NASA Announces University-Led Space Technology Research Institutes
Chandra Lye posted on March 01, 2017 |

NASA has given its support to develop two multi-disciplinary research institutes that will work on developing technologies for further solar system exploration and discovery.

These new Space Technology Research Institutes (STRIs) will combine the expertise of researchers from different universities and disciplines, who will work together to further technologies in the space infrastructure and bio-manufacturing arenas. The goal of these institutes will be to make exploration mission capable devices that are able to function in space without assistance.

This presents great opportunities for engineering students to work with these teams in researching, developing and manufacturing technologies and materials to further U.S. space exploration.

NASA’s associate administrator for their Space Technology Mission Directorate in Washington, Steve Jurczyk, said the STRIs will have the potential to revolutionize future aerospace capabilities.

“These university-led, multi-disciplinary research programs promote the synthesis of science, engineering and other disciplines to achieve specific research objectives with credible expected outcomes within five years. At the same time, these institutes will expand the U.S. talent base in areas of research and development with broader applications beyond aerospace,” Jurczyk said.

NASA announced the two STRIs, which will be the Center for the Utilization of Biological Engineering in Space (CUBES) and the Institute for Ultra-Strong Composites by Computational Design (US-COMP).


Center for the Utilization of Biological Engineering in Space (CUBES)

Advanced biological engineering techniques are rapidly emerging that can lead to innovative approaches for in situ biological manufacturing techniques using microbes and plants, and provide the means to create sustainable technologies for both future space exploration and terrestrial applications.  (Image courtesy of NASA.)

Advanced biological engineering techniques are rapidly emerging that can lead to innovative approaches for in situ biological manufacturing techniques using microbes and plants, and provide the means to create sustainable technologies for both future space exploration and terrestrial applications. (Image courtesy of NASA.)

The agency said they were interested in the work of CUBES because they have been looking at developing technologies that would allow for crews to create the items they need, instead of relying on resupply missions from Earth.

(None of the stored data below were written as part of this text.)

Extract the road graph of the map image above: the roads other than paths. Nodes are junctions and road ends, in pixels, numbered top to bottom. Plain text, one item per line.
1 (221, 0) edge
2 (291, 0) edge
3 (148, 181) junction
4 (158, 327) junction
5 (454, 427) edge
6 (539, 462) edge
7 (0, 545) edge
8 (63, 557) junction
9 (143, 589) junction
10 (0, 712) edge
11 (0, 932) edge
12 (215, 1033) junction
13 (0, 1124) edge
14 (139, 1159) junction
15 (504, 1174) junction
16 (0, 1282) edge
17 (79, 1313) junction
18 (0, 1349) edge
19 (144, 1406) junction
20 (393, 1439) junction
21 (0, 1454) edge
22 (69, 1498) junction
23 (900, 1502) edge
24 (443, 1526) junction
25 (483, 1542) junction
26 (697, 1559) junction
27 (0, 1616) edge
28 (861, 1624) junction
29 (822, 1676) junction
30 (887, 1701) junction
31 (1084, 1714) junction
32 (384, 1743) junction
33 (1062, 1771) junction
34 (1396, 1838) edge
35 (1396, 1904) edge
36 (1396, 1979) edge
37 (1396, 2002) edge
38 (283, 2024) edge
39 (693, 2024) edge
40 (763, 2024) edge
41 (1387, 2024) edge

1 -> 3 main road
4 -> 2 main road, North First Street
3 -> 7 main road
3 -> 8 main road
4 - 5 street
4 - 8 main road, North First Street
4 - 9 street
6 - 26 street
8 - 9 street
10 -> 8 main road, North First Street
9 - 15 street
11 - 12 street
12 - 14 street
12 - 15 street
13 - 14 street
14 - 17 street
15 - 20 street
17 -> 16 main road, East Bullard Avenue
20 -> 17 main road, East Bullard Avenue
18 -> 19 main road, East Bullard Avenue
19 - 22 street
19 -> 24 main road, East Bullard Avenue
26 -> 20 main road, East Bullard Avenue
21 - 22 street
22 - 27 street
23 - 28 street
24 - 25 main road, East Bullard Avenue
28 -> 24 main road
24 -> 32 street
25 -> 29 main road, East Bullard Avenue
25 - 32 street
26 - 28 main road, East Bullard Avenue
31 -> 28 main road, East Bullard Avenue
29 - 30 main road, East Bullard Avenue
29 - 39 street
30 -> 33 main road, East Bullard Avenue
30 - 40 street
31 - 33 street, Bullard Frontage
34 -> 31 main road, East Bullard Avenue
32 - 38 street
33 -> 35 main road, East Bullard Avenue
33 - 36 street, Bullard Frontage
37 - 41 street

CUBES’ role will be to expand research on integrated, multi-function, multi-organism bio-manufacturing systems that can produce fuel, material, pharmaceuticals and food. Although the organization’s focus has been to enable deep-space exploration, their developments will also have beneficial uses on Earth.  

Work done on using carbon dioxide as the base component in manufacturing materials, for example, has a role on Earth in carbon dioxide management.

The CUBES team will be led by University of California Berkeley, along with Utah State University, the University of California Davis, Stanford University, Autodesk and Physical Sciences, Inc.


Institute for Ultra-Strong Composites by Computational-Design (US-COMP)

High performance materials and structures are needed for safe and affordable next generation exploration systems such as transit vehicles, habitats, and power systems.  (Image courtesy of NASA.)

High performance materials and structures are needed for safe and affordable next generation exploration systems such as transit vehicles, habitats, and power systems. (Image courtesy of NASA.)

The second STRI NASA will be investing in, US-COMP, has focused its work on developing lightweight materials. They anticipate they will be able to develop and begin using a carbon nanotube-based, ultra-high strength aerospace material in the next five years.

The team at US-COMP has been working with industry partners, as well, and expects that lab advances may help improve manufacturing facilities. This in turn would help create a substantial supply of material that NASA could use on missions.

They also expect that their research will benefit the U.S. manufacturing sector.

The team at US-COMP consists of 22 members led by Michigan Technological University, along with Florida State University, University of Utah, Massachusetts Institute of Technology, Florida A&M University, John Hopkins University, Georgia Institute of Technology, University of Minnesota, Pennsylvania State University, University of Colorado and Virginia Commonwealth University. Others partners include Nanocomp Technologies and Solvay, along with the U.S. Air Force Research Lab.

Each institute will be receiving up to $15 million over the next five years. The funding will be provided by NASA’s Space Technology Mission Directorate. This is the branch of the agency that works on cross-cutting new technologies and capabilities to aid the agency in its missions.